Interior: Interiors of the building has been significantly modified with no evidence of earlier finishes visible. The floor layout remains essentially the same and used for staff meal and communication purposes with ticket office on the Up end of the building.

===Platform 3 building (1863)===
External: A large second-class roadside brick building with corrugated metal hipped roof and a brick double chimney with corbelled top. The building has been significantly modified with changes to its openings including reducing width of double doors into single doors and converting windows into door openings. Some timber door joinery survives. A corrugated metal awning supported on steel column & cantilevered beams replaced the original post supported timber decorative awning on rail side of the building. A flat roofed brick wing is attached to the Down end of the main 1863 station building and accommodates staff toilets and appears to have been an early addition. The roadside elevation of the building is asymmetric and is characterised by a series of tall multi-paned window openings with cement rendered decorative architraves around and a group of two arched windows on the projecting bay, and a pitched timber framed awning supported on timber post to the recessed bay.

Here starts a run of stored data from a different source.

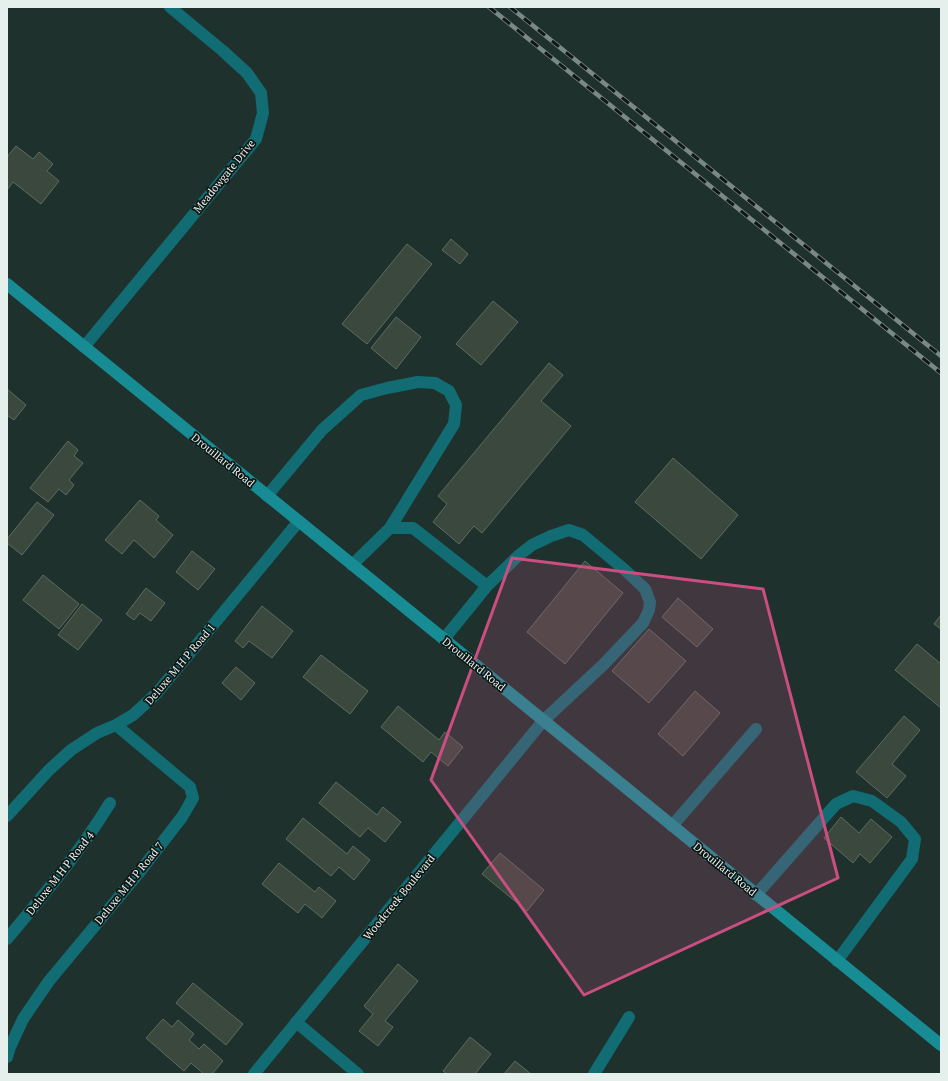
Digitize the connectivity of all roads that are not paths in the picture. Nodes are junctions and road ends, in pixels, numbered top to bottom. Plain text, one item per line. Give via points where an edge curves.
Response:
1 (170, 7) edge
2 (7, 284) edge
3 (84, 347) junction
4 (267, 496) junction
5 (298, 521) junction
6 (390, 528) junction
7 (352, 564) junction
8 (487, 586) junction
9 (444, 639) junction
10 (543, 721) junction
11 (116, 725) junction
12 (756, 729) dead end
13 (110, 803) dead end
14 (7, 816) edge
15 (672, 826) junction
16 (756, 895) junction
17 (7, 939) edge
18 (837, 961) junction
19 (630, 1017) dead end
20 (296, 1022) junction
21 (941, 1045) edge
22 (7, 1057) edge
23 (254, 1074) edge
24 (358, 1074) edge
25 (594, 1074) edge

1 - 3 street, Meadowgate Drive via 248,73 261,93 263,113 256,139
2 - 3 street, Drouillard Road
3 - 4 street, Drouillard Road
4 - 5 street, Drouillard Road
4 - 6 street via 322,430 361,395 418,382 436,383 449,391 456,405 454,424
5 - 7 street, Drouillard Road
5 - 11 street, Deluxe M H P Road 1 via 156,694 133,715
6 - 7 street
6 - 8 street via 413,528
7 - 9 street, Drouillard Road
8 - 9 street, Woodcreek Boulevard
8 - 10 street, Woodcreek Boulevard via 532,545 569,530 583,535 645,589 650,602 643,623 604,665
9 - 10 street, Drouillard Road
10 - 15 street, Drouillard Road
10 - 20 street, Woodcreek Boulevard
11 - 14 street, Deluxe M H P Road 1 via 71,750
11 - 22 street, Deluxe M H P Road 7 via 190,787 193,798 182,817 138,874 49,981 23,1018
12 - 15 street
13 - 17 street, Deluxe M H P Road 4 via 94,830
15 - 16 street, Drouillard Road
16 - 18 street, Drouillard Road
16 - 18 street via 836,804 853,796 872,800 901,822 915,839 912,859
18 - 21 street, Drouillard Road
19 - 25 street
20 - 23 street, Woodcreek Boulevard
20 - 24 street

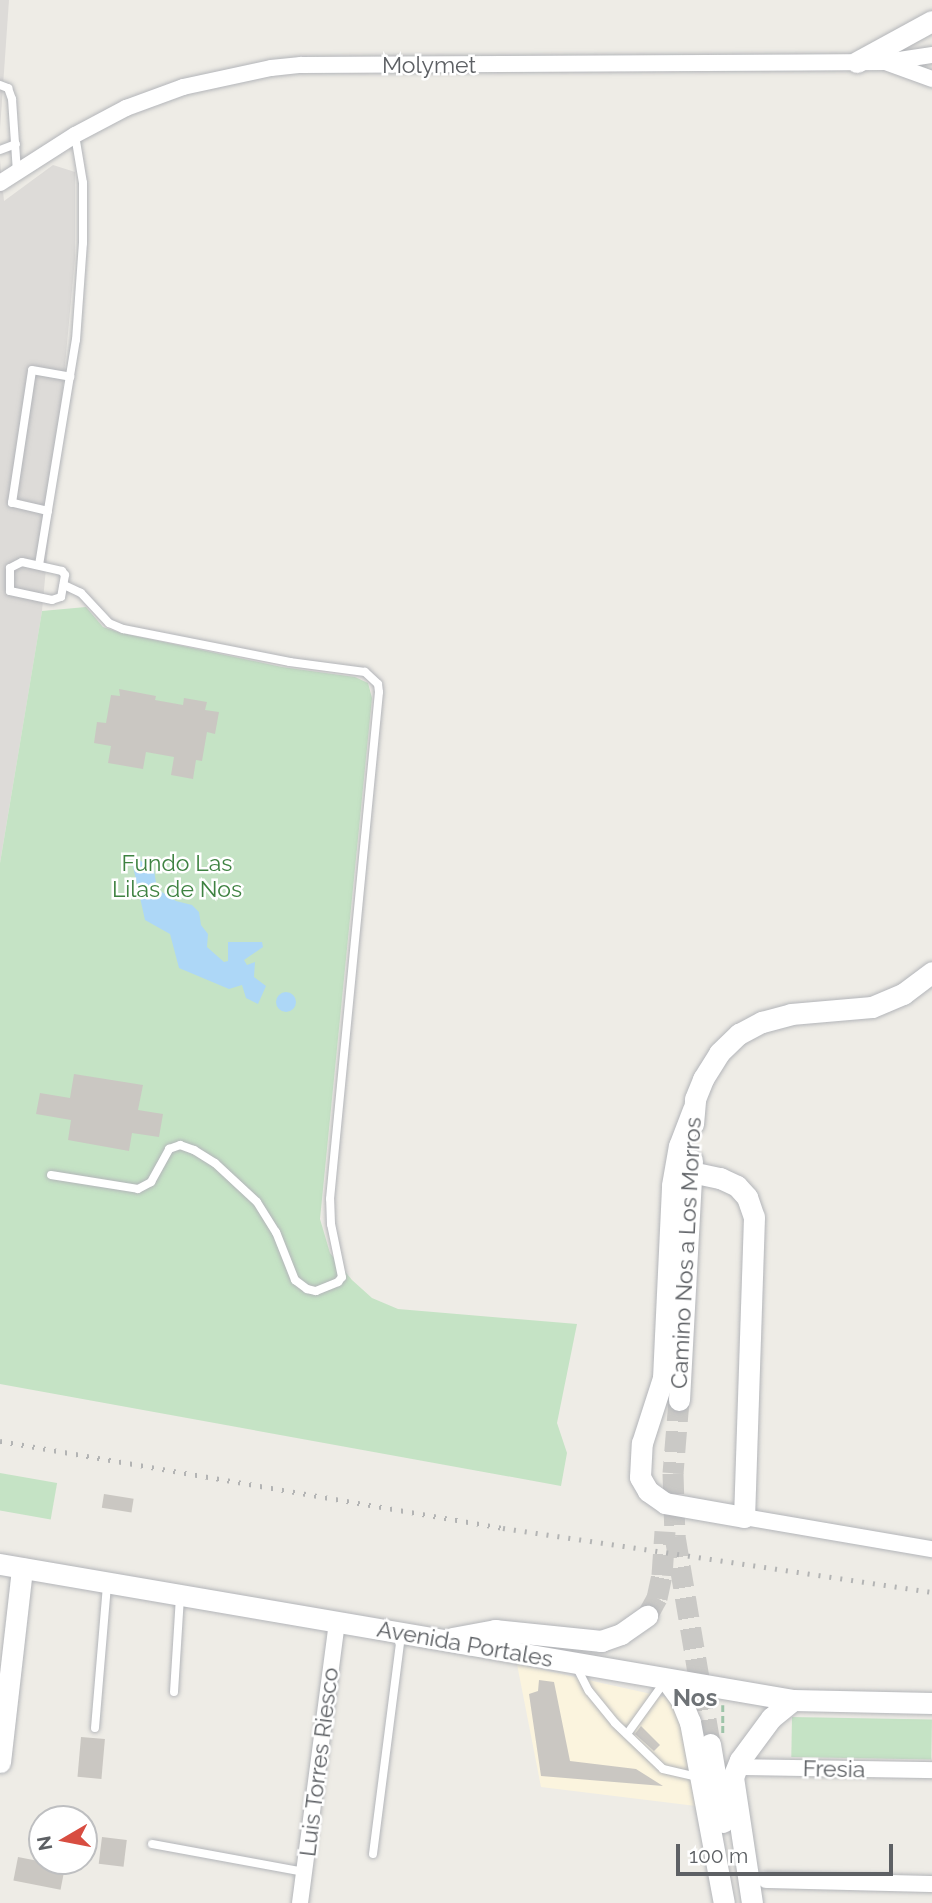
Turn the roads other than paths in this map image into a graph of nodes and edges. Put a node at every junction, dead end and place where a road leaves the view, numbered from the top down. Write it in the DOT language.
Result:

The roadside elevation of the building is rendered with paint finish while the other elevations are painted brick finish.

Interior: The Platform 3 building accommodates the Station Master's office, ticket offices and a large waiting/ticket window hall (formerly parcels and ticket offices). The interior of the waiting hall has been modified with only two corner columns with moulded plaster capitals and a cast iron turned post remaining from the original features. Large rectangular openings have been created on both side walls of the hall for easy circulation.

===Signal box (1956)===
Exterior: A two-storey face brick elevated signal box with polygonal signal tower and flat roofed stepped down wing. The box presents a design more like an airport control tower than a signal box. The lower floor level of the box features regularly placed metal framed windows with three horizontal panes while the control room of the tower features multi-paned glazing to Up, Down and rail side elevations. A polygonal hipped and tiled roof with wide eaves provides sun protection to the control room. The signal box is located at the Down side of Platform 1/2 of Penrith Station and is accessible from the platform side elevation of the tower.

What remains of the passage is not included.